→ What to produce:
Search the entries below for the word "roads" and copy each line that has it.

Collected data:
* * * * * * *
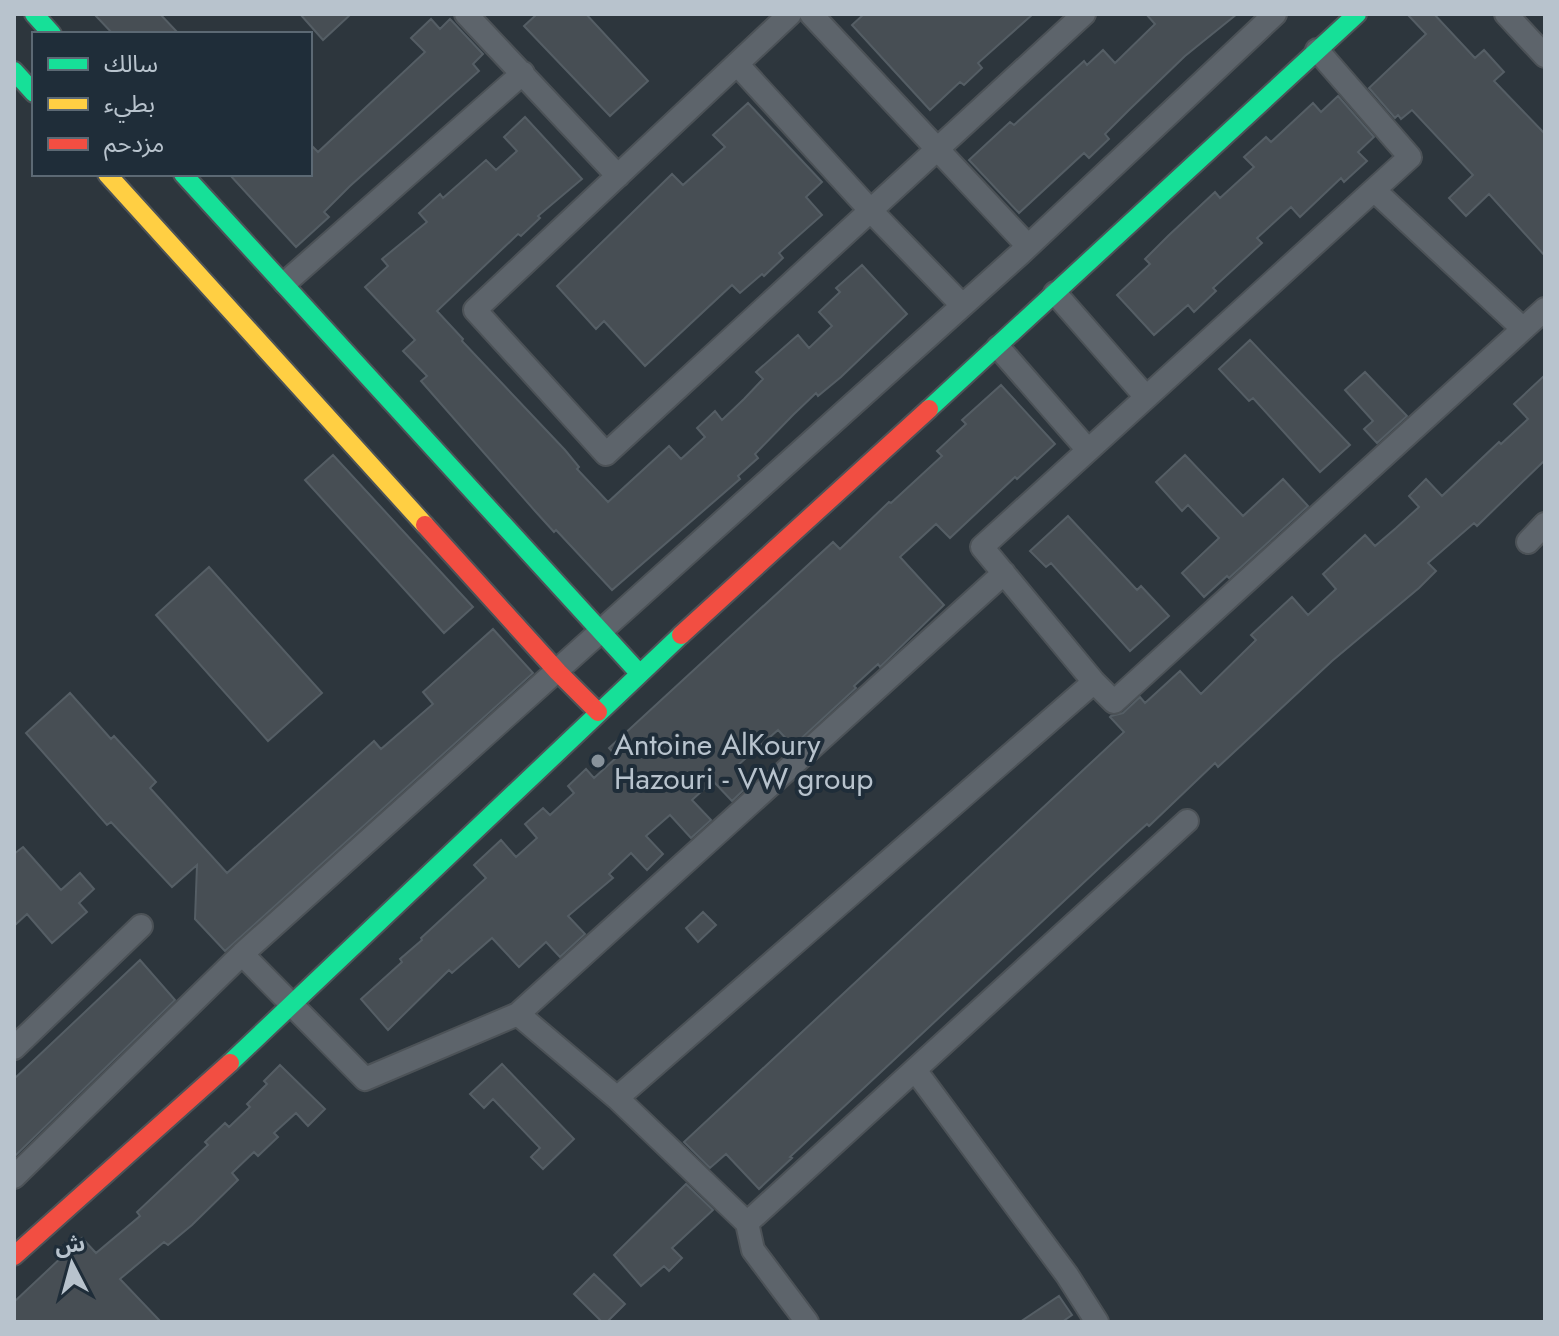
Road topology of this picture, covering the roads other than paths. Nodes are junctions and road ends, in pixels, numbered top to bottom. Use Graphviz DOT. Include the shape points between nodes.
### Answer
graph roads {
  1 [pos="34,14"];
  2 [pos="466,14"];
  3 [pos="790,14"];
  4 [pos="811,14"];
  5 [pos="1084,14"];
  6 [pos="1275,14"];
  7 [pos="1357,14"];
  8 [pos="1506,14"];
  9 [pos="50,32"];
  10 [pos="1317,50"];
  11 [pos="1545,56"];
  12 [pos="737,64"];
  13 [pos="14,71"];
  14 [pos="523,73"];
  15 [pos="32,91"];
  16 [pos="936,150"];
  17 [pos="109,176"];
  18 [pos="185,176"];
  19 [pos="618,176"];
  20 [pos="1374,190"];
  21 [pos="871,211"];
  22 [pos="1028,246"];
  23 [pos="285,283"];
  24 [pos="1055,293"];
  25 [pos="962,305"];
  26 [pos="1545,309"];
  27 [pos="1522,328"];
  28 [pos="998,347"];
  29 [pos="1146,397"];
  30 [pos="1088,450"];
  31 [pos="1545,524"];
  32 [pos="1528,542"];
  33 [pos="1004,573"];
  34 [pos="601,632"];
  35 [pos="558,672"];
  36 [pos="639,673"];
  37 [pos="1094,682"];
  38 [pos="598,712"];
  39 [pos="1187,821"];
  40 [pos="141,926"];
  41 [pos="242,954"];
  42 [pos="293,1005"];
  43 [pos="518,1014"];
  44 [pos="14,1048"];
  45 [pos="915,1070"];
  46 [pos="617,1098"];
  47 [pos="14,1177"];
  48 [pos="747,1223"];
  49 [pos="14,1256"];
  50 [pos="807,1322"];
  51 [pos="1097,1322"];
  1 -- 9 [label="street"];
  2 -- 14 [label="street"];
  3 -- 12 [label="street"];
  4 -- 16 [label="street"];
  5 -- 16 [label="street"];
  6 -- 22 [label="street"];
  7 -- 10 [label="street"];
  8 -- 11 [label="street"];
  10 -- 20 [label="street" via="1410,157"];
  10 -- 24 [label="street"];
  12 -- 19 [label="street"];
  12 -- 21 [label="street"];
  13 -- 15 [label="street"];
  14 -- 19 [label="street"];
  14 -- 23 [label="street"];
  16 -- 21 [label="street"];
  16 -- 22 [label="street"];
  17 -- 35 [label="street"];
  18 -- 23 [label="street"];
  19 -- 21 [label="street" via="475,310 606,454"];
  20 -- 27 [label="street"];
  20 -- 29 [label="street"];
  21 -- 25 [label="street"];
  22 -- 25 [label="street"];
  23 -- 34 [label="street"];
  24 -- 28 [label="street"];
  24 -- 29 [label="street"];
  25 -- 34 [label="street"];
  26 -- 27 [label="street"];
  27 -- 37 [label="street" via="1114,702"];
  28 -- 30 [label="street"];
  28 -- 36 [label="street"];
  29 -- 30 [label="street"];
  30 -- 33 [label="street" via="982,547"];
  31 -- 32 [label="street"];
  33 -- 37 [label="street"];
  33 -- 43 [label="street"];
  34 -- 35 [label="street"];
  34 -- 36 [label="street"];
  35 -- 38 [label="street"];
  35 -- 41 [label="street"];
  36 -- 38 [label="street"];
  37 -- 46 [label="street"];
  38 -- 42 [label="street"];
  39 -- 45 [label="street"];
  40 -- 44 [label="street"];
  41 -- 42 [label="street"];
  41 -- 47 [label="street"];
  42 -- 43 [label="street" via="365,1079"];
  42 -- 49 [label="street"];
  43 -- 46 [label="street"];
  45 -- 48 [label="street"];
  45 -- 51 [label="street"];
  46 -- 48 [label="street"];
  48 -- 50 [label="street" via="753,1250"];
}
* * * * * * *
→ Task solution:
Road topology of this picture, covering the roads other than paths. Nodes are junctions and road ends, in pixels, numbered top to bottom. Use Graphviz DOT. Include the shape points between nodes.
graph roads {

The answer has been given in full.